**What this task involves**
Set each line of the records down again exactly, please.

**Exercise input**
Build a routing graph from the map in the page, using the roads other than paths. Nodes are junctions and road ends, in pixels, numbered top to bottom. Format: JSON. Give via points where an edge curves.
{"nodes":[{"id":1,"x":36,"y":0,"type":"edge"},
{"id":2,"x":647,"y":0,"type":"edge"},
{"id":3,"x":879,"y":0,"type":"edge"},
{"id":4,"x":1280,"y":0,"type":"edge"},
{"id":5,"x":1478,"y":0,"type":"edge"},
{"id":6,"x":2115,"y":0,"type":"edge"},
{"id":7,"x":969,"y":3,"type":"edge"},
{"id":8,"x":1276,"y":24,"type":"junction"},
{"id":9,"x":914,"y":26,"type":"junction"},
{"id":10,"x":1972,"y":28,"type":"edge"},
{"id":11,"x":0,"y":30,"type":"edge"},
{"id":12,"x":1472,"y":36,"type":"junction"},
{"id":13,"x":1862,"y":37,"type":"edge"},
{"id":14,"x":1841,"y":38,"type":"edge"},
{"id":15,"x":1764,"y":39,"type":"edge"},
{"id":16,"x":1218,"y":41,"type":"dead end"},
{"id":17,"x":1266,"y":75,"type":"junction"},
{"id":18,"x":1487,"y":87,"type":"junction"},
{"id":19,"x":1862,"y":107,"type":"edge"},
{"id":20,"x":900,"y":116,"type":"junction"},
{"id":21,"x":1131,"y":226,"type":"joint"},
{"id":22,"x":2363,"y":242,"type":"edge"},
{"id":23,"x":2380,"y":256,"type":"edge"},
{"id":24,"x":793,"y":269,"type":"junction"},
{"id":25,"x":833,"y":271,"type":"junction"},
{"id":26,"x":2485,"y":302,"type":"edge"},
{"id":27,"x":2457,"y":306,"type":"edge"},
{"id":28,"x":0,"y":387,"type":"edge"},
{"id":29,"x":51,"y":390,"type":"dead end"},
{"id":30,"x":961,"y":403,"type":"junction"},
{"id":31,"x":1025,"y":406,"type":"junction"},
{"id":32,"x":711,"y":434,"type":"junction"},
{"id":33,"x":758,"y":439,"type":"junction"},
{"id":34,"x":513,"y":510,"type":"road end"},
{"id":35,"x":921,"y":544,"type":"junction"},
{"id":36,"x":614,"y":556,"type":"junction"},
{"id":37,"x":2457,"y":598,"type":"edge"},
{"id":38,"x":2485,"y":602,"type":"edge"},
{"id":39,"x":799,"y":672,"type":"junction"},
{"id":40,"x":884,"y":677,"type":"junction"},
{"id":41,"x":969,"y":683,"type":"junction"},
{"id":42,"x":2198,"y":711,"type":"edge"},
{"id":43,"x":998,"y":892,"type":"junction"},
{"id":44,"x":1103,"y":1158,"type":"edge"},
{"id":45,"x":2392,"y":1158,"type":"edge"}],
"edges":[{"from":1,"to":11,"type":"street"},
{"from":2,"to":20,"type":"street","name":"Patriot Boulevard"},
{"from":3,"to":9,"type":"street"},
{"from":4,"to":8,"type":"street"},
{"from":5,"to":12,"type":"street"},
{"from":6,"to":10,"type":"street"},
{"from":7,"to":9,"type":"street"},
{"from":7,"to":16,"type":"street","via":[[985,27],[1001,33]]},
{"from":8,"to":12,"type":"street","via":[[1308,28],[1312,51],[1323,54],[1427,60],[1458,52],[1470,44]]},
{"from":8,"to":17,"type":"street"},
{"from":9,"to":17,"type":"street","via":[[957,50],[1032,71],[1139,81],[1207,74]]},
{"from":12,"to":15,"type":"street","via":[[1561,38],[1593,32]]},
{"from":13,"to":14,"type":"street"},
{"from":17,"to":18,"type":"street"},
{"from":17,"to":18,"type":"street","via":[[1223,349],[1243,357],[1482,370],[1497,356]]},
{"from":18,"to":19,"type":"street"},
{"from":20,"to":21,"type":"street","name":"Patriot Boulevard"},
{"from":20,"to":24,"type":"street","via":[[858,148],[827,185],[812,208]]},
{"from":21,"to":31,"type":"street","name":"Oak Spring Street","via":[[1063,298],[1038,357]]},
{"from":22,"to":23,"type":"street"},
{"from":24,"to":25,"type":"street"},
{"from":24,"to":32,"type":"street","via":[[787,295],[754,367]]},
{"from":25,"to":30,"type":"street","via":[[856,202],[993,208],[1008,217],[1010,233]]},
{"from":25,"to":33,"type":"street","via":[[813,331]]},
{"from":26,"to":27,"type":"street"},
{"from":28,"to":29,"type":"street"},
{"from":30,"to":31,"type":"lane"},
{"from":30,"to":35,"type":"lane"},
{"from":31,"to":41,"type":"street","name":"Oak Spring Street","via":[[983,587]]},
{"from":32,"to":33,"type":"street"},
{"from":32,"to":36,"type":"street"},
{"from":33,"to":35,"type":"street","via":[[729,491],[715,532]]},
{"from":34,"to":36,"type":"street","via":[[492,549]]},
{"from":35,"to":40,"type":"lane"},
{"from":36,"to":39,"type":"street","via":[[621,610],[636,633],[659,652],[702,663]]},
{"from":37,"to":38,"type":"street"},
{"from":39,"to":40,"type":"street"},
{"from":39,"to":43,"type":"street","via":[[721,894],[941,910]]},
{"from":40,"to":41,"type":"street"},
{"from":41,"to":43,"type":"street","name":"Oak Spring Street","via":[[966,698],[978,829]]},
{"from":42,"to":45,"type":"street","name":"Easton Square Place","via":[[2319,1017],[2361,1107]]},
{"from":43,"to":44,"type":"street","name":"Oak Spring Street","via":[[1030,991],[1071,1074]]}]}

**Solution**
Build a routing graph from the map in the page, using the roads other than paths. Nodes are junctions and road ends, in pixels, numbered top to bottom. Format: JSON. Give via points where an edge curves.
{"nodes":[{"id":1,"x":36,"y":0,"type":"edge"},
{"id":2,"x":647,"y":0,"type":"edge"},
{"id":3,"x":879,"y":0,"type":"edge"},
{"id":4,"x":1280,"y":0,"type":"edge"},
{"id":5,"x":1478,"y":0,"type":"edge"},
{"id":6,"x":2115,"y":0,"type":"edge"},
{"id":7,"x":969,"y":3,"type":"edge"},
{"id":8,"x":1276,"y":24,"type":"junction"},
{"id":9,"x":914,"y":26,"type":"junction"},
{"id":10,"x":1972,"y":28,"type":"edge"},
{"id":11,"x":0,"y":30,"type":"edge"},
{"id":12,"x":1472,"y":36,"type":"junction"},
{"id":13,"x":1862,"y":37,"type":"edge"},
{"id":14,"x":1841,"y":38,"type":"edge"},
{"id":15,"x":1764,"y":39,"type":"edge"},
{"id":16,"x":1218,"y":41,"type":"dead end"},
{"id":17,"x":1266,"y":75,"type":"junction"},
{"id":18,"x":1487,"y":87,"type":"junction"},
{"id":19,"x":1862,"y":107,"type":"edge"},
{"id":20,"x":900,"y":116,"type":"junction"},
{"id":21,"x":1131,"y":226,"type":"joint"},
{"id":22,"x":2363,"y":242,"type":"edge"},
{"id":23,"x":2380,"y":256,"type":"edge"},
{"id":24,"x":793,"y":269,"type":"junction"},
{"id":25,"x":833,"y":271,"type":"junction"},
{"id":26,"x":2485,"y":302,"type":"edge"},
{"id":27,"x":2457,"y":306,"type":"edge"},
{"id":28,"x":0,"y":387,"type":"edge"},
{"id":29,"x":51,"y":390,"type":"dead end"},
{"id":30,"x":961,"y":403,"type":"junction"},
{"id":31,"x":1025,"y":406,"type":"junction"},
{"id":32,"x":711,"y":434,"type":"junction"},
{"id":33,"x":758,"y":439,"type":"junction"},
{"id":34,"x":513,"y":510,"type":"road end"},
{"id":35,"x":921,"y":544,"type":"junction"},
{"id":36,"x":614,"y":556,"type":"junction"},
{"id":37,"x":2457,"y":598,"type":"edge"},
{"id":38,"x":2485,"y":602,"type":"edge"},
{"id":39,"x":799,"y":672,"type":"junction"},
{"id":40,"x":884,"y":677,"type":"junction"},
{"id":41,"x":969,"y":683,"type":"junction"},
{"id":42,"x":2198,"y":711,"type":"edge"},
{"id":43,"x":998,"y":892,"type":"junction"},
{"id":44,"x":1103,"y":1158,"type":"edge"},
{"id":45,"x":2392,"y":1158,"type":"edge"}],
"edges":[{"from":1,"to":11,"type":"street"},
{"from":2,"to":20,"type":"street","name":"Patriot Boulevard"},
{"from":3,"to":9,"type":"street"},
{"from":4,"to":8,"type":"street"},
{"from":5,"to":12,"type":"street"},
{"from":6,"to":10,"type":"street"},
{"from":7,"to":9,"type":"street"},
{"from":7,"to":16,"type":"street","via":[[985,27],[1001,33]]},
{"from":8,"to":12,"type":"street","via":[[1308,28],[1312,51],[1323,54],[1427,60],[1458,52],[1470,44]]},
{"from":8,"to":17,"type":"street"},
{"from":9,"to":17,"type":"street","via":[[957,50],[1032,71],[1139,81],[1207,74]]},
{"from":12,"to":15,"type":"street","via":[[1561,38],[1593,32]]},
{"from":13,"to":14,"type":"street"},
{"from":17,"to":18,"type":"street"},
{"from":17,"to":18,"type":"street","via":[[1223,349],[1243,357],[1482,370],[1497,356]]},
{"from":18,"to":19,"type":"street"},
{"from":20,"to":21,"type":"street","name":"Patriot Boulevard"},
{"from":20,"to":24,"type":"street","via":[[858,148],[827,185],[812,208]]},
{"from":21,"to":31,"type":"street","name":"Oak Spring Street","via":[[1063,298],[1038,357]]},
{"from":22,"to":23,"type":"street"},
{"from":24,"to":25,"type":"street"},
{"from":24,"to":32,"type":"street","via":[[787,295],[754,367]]},
{"from":25,"to":30,"type":"street","via":[[856,202],[993,208],[1008,217],[1010,233]]},
{"from":25,"to":33,"type":"street","via":[[813,331]]},
{"from":26,"to":27,"type":"street"},
{"from":28,"to":29,"type":"street"},
{"from":30,"to":31,"type":"lane"},
{"from":30,"to":35,"type":"lane"},
{"from":31,"to":41,"type":"street","name":"Oak Spring Street","via":[[983,587]]},
{"from":32,"to":33,"type":"street"},
{"from":32,"to":36,"type":"street"},
{"from":33,"to":35,"type":"street","via":[[729,491],[715,532]]},
{"from":34,"to":36,"type":"street","via":[[492,549]]},
{"from":35,"to":40,"type":"lane"},
{"from":36,"to":39,"type":"street","via":[[621,610],[636,633],[659,652],[702,663]]},
{"from":37,"to":38,"type":"street"},
{"from":39,"to":40,"type":"street"},
{"from":39,"to":43,"type":"street","via":[[721,894],[941,910]]},
{"from":40,"to":41,"type":"street"},
{"from":41,"to":43,"type":"street","name":"Oak Spring Street","via":[[966,698],[978,829]]},
{"from":42,"to":45,"type":"street","name":"Easton Square Place","via":[[2319,1017],[2361,1107]]},
{"from":43,"to":44,"type":"street","name":"Oak Spring Street","via":[[1030,991],[1071,1074]]}]}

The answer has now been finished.